“Il trattato del Quirinale sarà ancora un vuoto a perdere o nascerà la Frantalia?”. Se lo chiede Francesco Sisci, sinologo e giornalista, trent’anni in Cina come inviato prima dell’Ansa poi de La Stampa, editorialista, oggi commentatore per varie testate. Macron sarà in Italia il 25 e 26 novembre per firmare con Mario Draghi il cosiddetto trattato del Quirinale. Poco o nulla si continua a sapere sui contenuti del trattato, al centro di quella che ormai appare come una “macchina” – tutta politica – del silenzio.
Sisci, qual è la sua impressione?
Non conosciamo i contenuti dell’accordo, ma il segnale politico è comunque fortissimo.
Ma lei stesso ammette che non sappiamo. Allora di cosa stiamo parlando?
Del fatto politico. Se l’accordo è vero e sostanziale, si tratta di una vera rivoluzione strategica all’interno della Ue.

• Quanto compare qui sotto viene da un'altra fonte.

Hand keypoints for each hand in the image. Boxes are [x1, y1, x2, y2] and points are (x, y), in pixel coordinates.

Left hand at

Il patto dell’Eliseo del 1963 tra Francia e Germania, al quale quello del Quirinale pare ispirato, era molto diverso. Esso arrivava in un momento importante di riconciliazione europea tra due paesi che si erano combattuti per secoli e nel mezzo della Guerra fredda. Francia e Germania diventavano motore economico e politico dell’Europa che affrontava l’Urss. Il tutto benedetto dagli Usa.
Oggi invece?
Oggi il patto del Quirinale arriva in un momento di grande debolezza politica dell’Italia e di grande incertezza in Europa. La Russia fa pressioni sull’Ucraina nel Donbass, cerca un’integrazione con la Bielorussia e tenta di isolare la Polonia, stringendola contro la Germania o il resto dell’Europa. Il Regno Unito è uscito dall’Unione e quindi è fuori dalla sua dialettica politica. La Cina è una sfida a 360 gradi e pone oggettivamente anche i paesi europei davanti a dilemmi importanti. La Russia, stratega a tutto tondo, vede nell’attenzione americana in Asia e nella Cina anche un’opportunità e spinge per avere spazi nel vecchio continente.

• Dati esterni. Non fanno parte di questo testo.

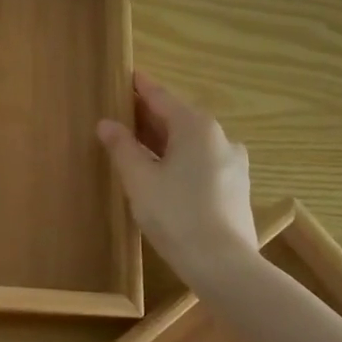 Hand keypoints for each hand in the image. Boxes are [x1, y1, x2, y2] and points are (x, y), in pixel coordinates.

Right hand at [98, 70, 260, 271]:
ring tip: (137, 143)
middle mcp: (219, 137)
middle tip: (122, 111)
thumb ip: (122, 147)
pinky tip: (163, 172)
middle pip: (178, 118)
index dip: (140, 87)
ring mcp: (232, 163)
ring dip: (164, 139)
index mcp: (196, 127)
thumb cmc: (176, 214)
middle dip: (149, 115)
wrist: (224, 265)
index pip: (161, 97)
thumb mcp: (139, 179)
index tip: (126, 76)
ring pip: (191, 142)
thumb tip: (106, 123)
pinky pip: (201, 161)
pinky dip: (179, 158)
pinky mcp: (235, 188)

C’è poi il grande terreno dell’Africa.
Certamente. In Africa un maggiore coordinamento tra Francia e Italia può contribuire alla sicurezza del fronte sud dell’Europa e alla Nato. Ma proprio perché questo patto si inserisce in tante dinamiche così importanti, e lo fa in un momento di incertezza, se comincerà a funzionare creerà delle sfide al resto dell’Ue.
Che tipo di sfide?
Ci sarà una riunificazione fra Germania e Austria, Spagna e Portogallo, Polonia e Ucraina? Non è una battuta.
Ne è sicuro?
Come le spinte indipendentiste della Catalogna creano sommovimenti di emulazione in tutto il continente, lo stesso avverrebbe con un riavvicinamento profondo tra Francia e Italia. Questo rimetterebbe il nostro paese al centro delle dinamiche politiche europee, purché lo sappiamo, lo abbiamo calcolato e siamo preparati.
E questo è tutto da verificare. I precedenti storici non ci aiutano.
Infatti. È come andare su un treno a 300 all’ora: serve? Assolutamente sì, ma se i binari e le carrozze non sono adatti, si deraglia.
Non è detto che i dubbi si diradino.
L’accordo dovrebbe mettere delle gambe concrete. Esempio: un sistema rivoluzionario di trasporti che colleghi l’Italia all’Elba, alla Sardegna e alla Corsica. Un sorta di “ferrovia di Napoleone”. Se così fosse, l’accordo metterebbe fine all’isolamento di Corsica e Sardegna. Lo stesso si potrebbe fare con il ponte sullo stretto di Messina. Sarebbe importante anche pensare di avere delle aziende trans-europee e transatlantiche. In quest’ottica le acquisizioni francesi o americane o tedesche in Italia sarebbero da vedere positivamente perché darebbero sostanza a questa unione; certo lo stesso dovrebbe poter avvenire all’estero per le aziende italiane, che non dovrebbero subire ostacoli.
Che fare allora?
Occorrono progetti forti, a 360 gradi, come quello di creare una rete di infrastrutture tra Europa e Africa. Qui Francia e Italia potrebbero essere molto importanti purché le cose si facciano. Ma su questo occorre coinvolgere il resto dell’Europa e gli Stati Uniti. Il patto Francia Italia non è semplicemente a due. Servono spalle molto grandi per tutto questo.
Francia e Italia le hanno?
La Francia è in grado di reggere tutto questo, ma l’Italia? Senza parlare dei riflessi interni: che impatto avrà un simile accordo nella crisi dei partiti? Sarà un nuovo vuoto a perdere italiano?